== Required action ==
Line count for "السد": tally the lines of the records below that contain it, and give only that number.

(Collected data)

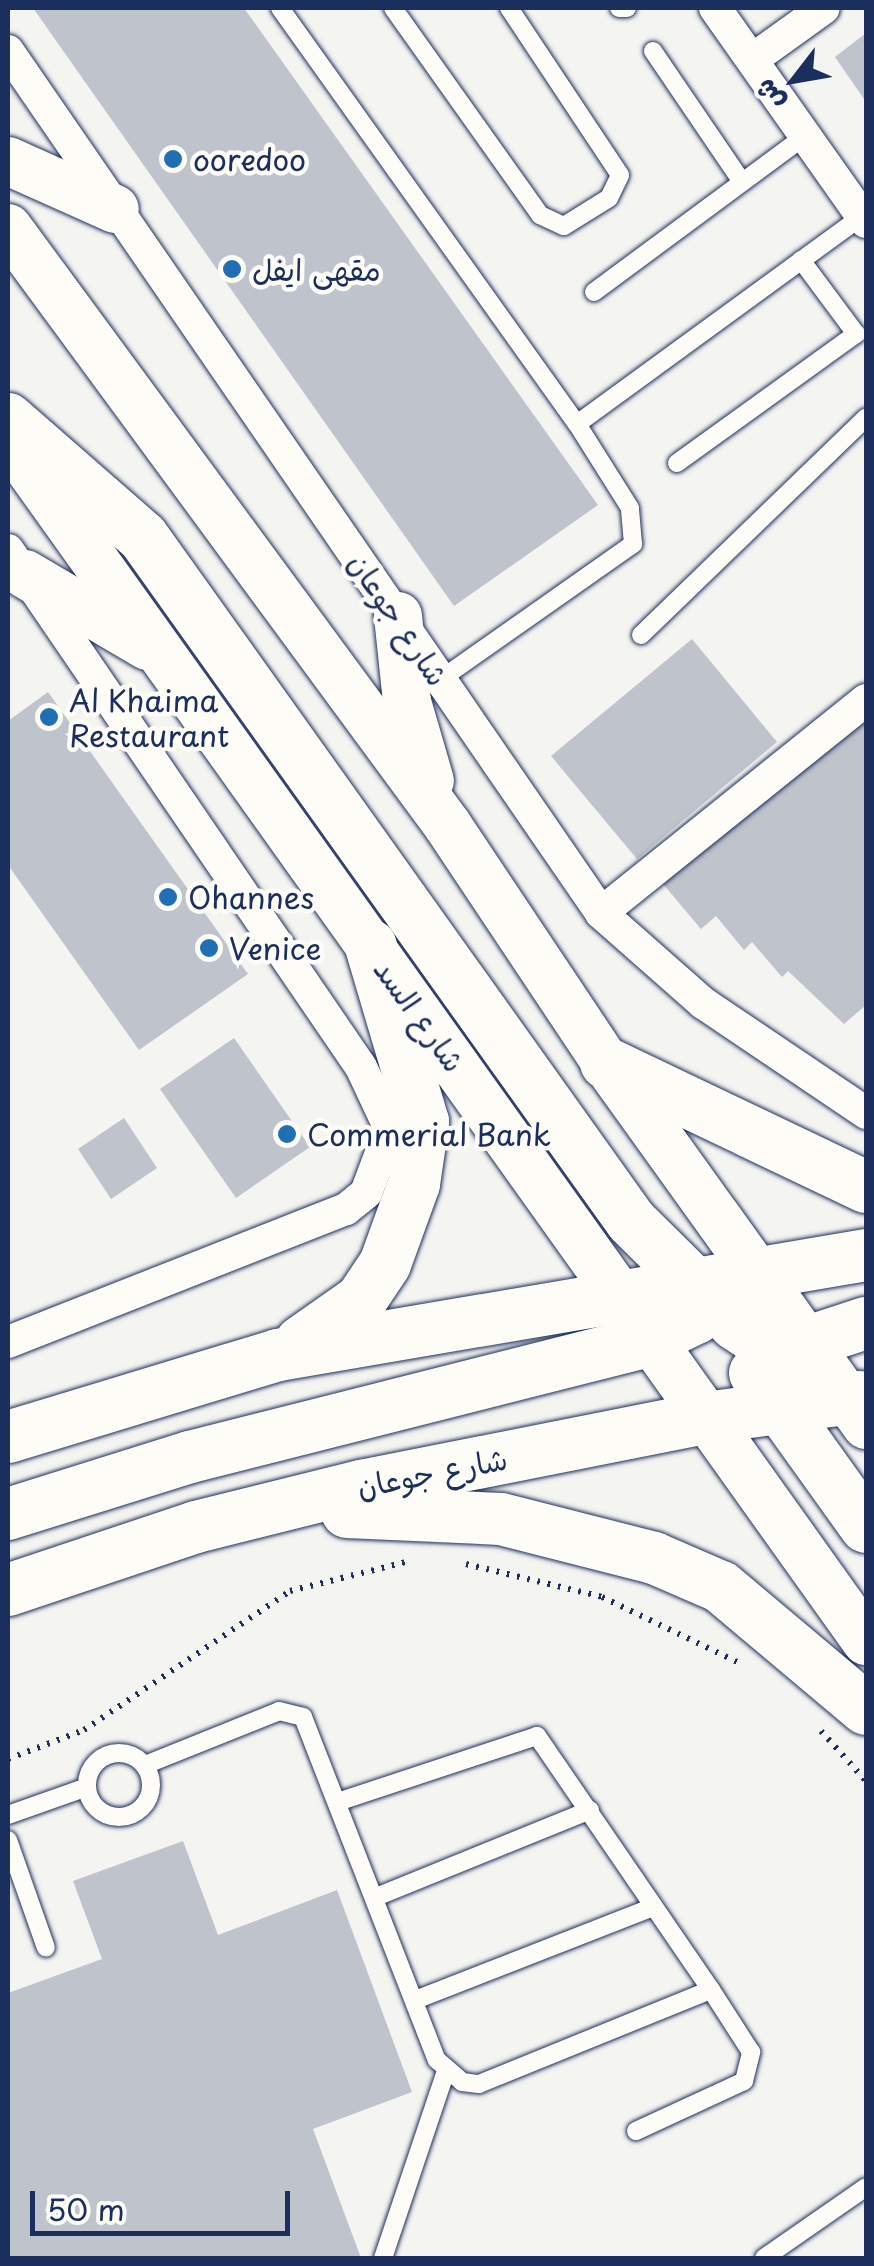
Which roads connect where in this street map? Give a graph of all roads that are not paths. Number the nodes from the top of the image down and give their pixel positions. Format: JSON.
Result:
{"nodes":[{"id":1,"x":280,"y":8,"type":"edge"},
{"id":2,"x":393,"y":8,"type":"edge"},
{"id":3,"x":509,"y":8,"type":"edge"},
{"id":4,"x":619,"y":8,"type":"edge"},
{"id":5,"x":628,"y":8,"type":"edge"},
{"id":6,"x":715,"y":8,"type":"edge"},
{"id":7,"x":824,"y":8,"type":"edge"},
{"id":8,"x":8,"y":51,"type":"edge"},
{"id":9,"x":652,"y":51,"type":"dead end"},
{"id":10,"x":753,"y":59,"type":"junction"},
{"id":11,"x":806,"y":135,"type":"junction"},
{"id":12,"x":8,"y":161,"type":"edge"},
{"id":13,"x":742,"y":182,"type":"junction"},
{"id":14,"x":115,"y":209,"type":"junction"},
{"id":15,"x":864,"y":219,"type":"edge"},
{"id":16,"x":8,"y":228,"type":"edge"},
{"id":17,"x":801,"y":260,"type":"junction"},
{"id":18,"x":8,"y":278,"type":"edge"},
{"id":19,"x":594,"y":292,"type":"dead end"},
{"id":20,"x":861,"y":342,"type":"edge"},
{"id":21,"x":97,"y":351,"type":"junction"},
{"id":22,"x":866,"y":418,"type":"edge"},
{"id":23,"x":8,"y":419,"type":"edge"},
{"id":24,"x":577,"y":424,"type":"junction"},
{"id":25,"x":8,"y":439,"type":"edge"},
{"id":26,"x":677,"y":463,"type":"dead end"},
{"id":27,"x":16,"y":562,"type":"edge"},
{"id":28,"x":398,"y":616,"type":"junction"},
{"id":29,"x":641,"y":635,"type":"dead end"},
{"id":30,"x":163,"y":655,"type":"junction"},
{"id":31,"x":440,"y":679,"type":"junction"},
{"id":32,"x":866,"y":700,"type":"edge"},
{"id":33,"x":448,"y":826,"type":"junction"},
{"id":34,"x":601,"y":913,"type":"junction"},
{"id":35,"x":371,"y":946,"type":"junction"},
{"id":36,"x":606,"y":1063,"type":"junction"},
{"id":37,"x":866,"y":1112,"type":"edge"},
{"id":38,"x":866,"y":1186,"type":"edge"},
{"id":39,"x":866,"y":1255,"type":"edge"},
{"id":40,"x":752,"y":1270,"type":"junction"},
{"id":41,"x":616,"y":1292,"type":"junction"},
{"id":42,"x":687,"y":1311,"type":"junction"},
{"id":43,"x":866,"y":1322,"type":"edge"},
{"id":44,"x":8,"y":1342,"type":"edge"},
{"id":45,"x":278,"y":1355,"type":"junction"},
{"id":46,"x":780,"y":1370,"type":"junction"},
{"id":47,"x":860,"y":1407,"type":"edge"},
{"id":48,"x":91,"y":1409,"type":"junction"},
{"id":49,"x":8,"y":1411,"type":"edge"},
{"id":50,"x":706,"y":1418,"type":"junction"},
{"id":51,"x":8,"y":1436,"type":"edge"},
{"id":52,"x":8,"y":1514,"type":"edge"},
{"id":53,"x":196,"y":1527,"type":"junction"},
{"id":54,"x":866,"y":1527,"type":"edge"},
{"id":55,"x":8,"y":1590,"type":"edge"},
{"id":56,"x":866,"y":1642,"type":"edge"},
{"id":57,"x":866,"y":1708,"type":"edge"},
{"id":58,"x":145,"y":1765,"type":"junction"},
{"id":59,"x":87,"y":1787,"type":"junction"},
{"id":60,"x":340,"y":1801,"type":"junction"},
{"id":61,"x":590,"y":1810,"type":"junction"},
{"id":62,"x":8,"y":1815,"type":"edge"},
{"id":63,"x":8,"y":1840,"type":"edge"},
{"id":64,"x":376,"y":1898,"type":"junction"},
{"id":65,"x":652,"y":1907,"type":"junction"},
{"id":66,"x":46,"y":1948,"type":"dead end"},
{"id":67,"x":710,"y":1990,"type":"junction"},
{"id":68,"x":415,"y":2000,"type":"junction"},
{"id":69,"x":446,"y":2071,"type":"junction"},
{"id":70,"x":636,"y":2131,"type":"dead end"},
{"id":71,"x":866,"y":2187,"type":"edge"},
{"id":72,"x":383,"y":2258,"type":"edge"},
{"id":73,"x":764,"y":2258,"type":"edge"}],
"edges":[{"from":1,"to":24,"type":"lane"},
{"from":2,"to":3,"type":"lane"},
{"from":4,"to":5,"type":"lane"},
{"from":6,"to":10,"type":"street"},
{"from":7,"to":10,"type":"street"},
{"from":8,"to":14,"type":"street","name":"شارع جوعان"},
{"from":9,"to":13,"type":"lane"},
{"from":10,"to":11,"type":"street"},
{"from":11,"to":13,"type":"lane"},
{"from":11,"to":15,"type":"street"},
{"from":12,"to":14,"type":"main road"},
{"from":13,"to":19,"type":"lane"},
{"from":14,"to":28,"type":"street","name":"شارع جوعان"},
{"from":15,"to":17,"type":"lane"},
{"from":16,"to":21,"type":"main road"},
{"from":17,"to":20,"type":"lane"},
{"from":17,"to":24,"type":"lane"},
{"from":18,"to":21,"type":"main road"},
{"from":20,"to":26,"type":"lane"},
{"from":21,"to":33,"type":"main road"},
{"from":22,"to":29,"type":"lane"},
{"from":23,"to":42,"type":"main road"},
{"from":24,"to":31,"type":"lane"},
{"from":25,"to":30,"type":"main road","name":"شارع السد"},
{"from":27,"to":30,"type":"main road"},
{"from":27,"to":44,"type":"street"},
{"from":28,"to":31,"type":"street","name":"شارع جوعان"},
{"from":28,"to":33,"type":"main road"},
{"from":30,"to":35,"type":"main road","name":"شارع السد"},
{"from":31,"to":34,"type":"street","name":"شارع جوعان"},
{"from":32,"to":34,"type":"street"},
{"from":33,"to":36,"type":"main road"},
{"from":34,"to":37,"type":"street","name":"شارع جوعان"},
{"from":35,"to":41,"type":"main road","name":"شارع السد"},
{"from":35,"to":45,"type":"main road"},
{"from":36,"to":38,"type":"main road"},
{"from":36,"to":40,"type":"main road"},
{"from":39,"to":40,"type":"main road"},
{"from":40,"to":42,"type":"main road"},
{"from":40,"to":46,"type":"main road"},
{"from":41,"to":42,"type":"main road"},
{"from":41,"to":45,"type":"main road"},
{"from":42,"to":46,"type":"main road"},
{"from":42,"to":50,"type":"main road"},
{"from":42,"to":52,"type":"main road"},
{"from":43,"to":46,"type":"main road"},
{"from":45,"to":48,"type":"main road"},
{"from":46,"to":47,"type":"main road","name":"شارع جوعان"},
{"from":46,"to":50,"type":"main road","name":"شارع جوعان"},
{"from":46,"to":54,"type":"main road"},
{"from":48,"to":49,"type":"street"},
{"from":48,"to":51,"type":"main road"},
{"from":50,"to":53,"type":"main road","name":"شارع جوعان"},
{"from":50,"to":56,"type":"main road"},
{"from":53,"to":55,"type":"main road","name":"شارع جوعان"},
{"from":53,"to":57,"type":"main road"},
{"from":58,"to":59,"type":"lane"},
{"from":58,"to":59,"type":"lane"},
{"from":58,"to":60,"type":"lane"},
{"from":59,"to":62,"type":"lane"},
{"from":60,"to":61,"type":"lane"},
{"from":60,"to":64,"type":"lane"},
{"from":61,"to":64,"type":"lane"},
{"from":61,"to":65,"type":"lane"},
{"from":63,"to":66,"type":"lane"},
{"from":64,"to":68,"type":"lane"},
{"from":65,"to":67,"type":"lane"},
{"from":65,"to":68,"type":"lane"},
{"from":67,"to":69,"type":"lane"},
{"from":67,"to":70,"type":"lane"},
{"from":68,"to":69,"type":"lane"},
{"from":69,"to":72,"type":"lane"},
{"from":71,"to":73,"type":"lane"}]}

== Your response ==
3